_EXERCISE BRIEF:_ What is needed here is an exact transcription of the entries that follow.

Saved entries
┌──
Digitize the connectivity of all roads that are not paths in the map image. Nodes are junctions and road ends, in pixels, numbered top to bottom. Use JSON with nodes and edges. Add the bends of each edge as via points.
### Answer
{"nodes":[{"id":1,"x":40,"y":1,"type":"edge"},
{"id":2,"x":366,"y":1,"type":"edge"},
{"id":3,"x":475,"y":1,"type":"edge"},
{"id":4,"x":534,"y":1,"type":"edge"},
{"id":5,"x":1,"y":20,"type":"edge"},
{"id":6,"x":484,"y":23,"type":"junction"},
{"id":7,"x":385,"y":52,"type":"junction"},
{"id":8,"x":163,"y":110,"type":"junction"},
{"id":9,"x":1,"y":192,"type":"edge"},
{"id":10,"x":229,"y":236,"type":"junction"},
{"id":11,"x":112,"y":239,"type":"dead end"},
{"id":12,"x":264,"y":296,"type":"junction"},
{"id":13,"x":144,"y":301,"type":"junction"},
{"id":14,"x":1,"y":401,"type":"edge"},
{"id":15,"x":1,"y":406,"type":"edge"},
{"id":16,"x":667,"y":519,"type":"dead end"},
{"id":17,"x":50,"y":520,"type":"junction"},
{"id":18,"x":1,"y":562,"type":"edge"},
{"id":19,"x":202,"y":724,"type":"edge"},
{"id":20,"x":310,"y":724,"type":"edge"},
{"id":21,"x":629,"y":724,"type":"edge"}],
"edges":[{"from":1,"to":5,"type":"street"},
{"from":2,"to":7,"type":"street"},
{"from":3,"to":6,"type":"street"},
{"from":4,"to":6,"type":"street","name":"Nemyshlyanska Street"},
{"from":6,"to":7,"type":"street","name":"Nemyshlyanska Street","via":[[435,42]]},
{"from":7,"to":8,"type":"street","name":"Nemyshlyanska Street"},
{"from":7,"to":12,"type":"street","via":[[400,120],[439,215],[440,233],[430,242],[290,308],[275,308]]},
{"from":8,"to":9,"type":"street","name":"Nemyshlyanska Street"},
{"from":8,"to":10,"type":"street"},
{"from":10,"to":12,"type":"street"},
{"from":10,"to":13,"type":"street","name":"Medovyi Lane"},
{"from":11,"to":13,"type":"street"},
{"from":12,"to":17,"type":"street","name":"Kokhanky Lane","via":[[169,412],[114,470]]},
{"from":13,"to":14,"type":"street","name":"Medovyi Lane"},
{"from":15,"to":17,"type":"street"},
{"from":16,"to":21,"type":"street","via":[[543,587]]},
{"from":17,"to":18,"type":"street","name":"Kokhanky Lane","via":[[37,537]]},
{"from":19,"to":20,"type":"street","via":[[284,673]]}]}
└──
_RESPONSE TO THIS EXERCISE:_
Digitize the connectivity of all roads that are not paths in the map image. Nodes are junctions and road ends, in pixels, numbered top to bottom. Use JSON with nodes and edges. Add the bends of each edge as via points.
### Answer
{"nodes":[{"id":1,"x":40,"y":1,"type":"edge"},
{"id":2,"x":366,"y":1,"type":"edge"},
{"id":3,"x":475,"y":1,"type":"edge"},
{"id":4,"x":534,"y":1,"type":"edge"},
{"id":5,"x":1,"y":20,"type":"edge"},
{"id":6,"x":484,"y":23,"type":"junction"},
{"id":7,"x":385,"y":52,"type":"junction"},
{"id":8,"x":163,"y":110,"type":"junction"},
{"id":9,"x":1,"y":192,"type":"edge"},
{"id":10,"x":229,"y":236,"type":"junction"},
{"id":11,"x":112,"y":239,"type":"dead end"},
{"id":12,"x":264,"y":296,"type":"junction"},
{"id":13,"x":144,"y":301,"type":"junction"},
{"id":14,"x":1,"y":401,"type":"edge"},
{"id":15,"x":1,"y":406,"type":"edge"},
{"id":16,"x":667,"y":519,"type":"dead end"},
{"id":17,"x":50,"y":520,"type":"junction"},
{"id":18,"x":1,"y":562,"type":"edge"},
{"id":19,"x":202,"y":724,"type":"edge"},
{"id":20,"x":310,"y":724,"type":"edge"},
{"id":21,"x":629,"y":724,"type":"edge"}],
"edges":[{"from":1,"to":5,"type":"street"},
{"from":2,"to":7,"type":"street"},
{"from":3,"to":6,"type":"street"},
{"from":4,"to":6,"type":"street","name":"Nemyshlyanska Street"},
{"from":6,"to":7,"type":"street","name":"Nemyshlyanska Street","via":[[435,42]]},
{"from":7,"to":8,"type":"street","name":"Nemyshlyanska Street"},
{"from":7,"to":12,"type":"street","via":[[400,120],[439,215],[440,233],[430,242],[290,308],[275,308]]},
{"from":8,"to":9,"type":"street","name":"Nemyshlyanska Street"},
{"from":8,"to":10,"type":"street"},
{"from":10,"to":12,"type":"street"},
{"from":10,"to":13,"type":"street","name":"Medovyi Lane"},
{"from":11,"to":13,"type":"street"},
{"from":12,"to":17,"type":"street","name":"Kokhanky Lane","via":[[169,412],[114,470]]},
{"from":13,"to":14,"type":"street","name":"Medovyi Lane"},
{"from":15,"to":17,"type":"street"},
{"from":16,"to":21,"type":"street","via":[[543,587]]},
{"from":17,"to":18,"type":"street","name":"Kokhanky Lane","via":[[37,537]]},
{"from":19,"to":20,"type":"street","via":[[284,673]]}]}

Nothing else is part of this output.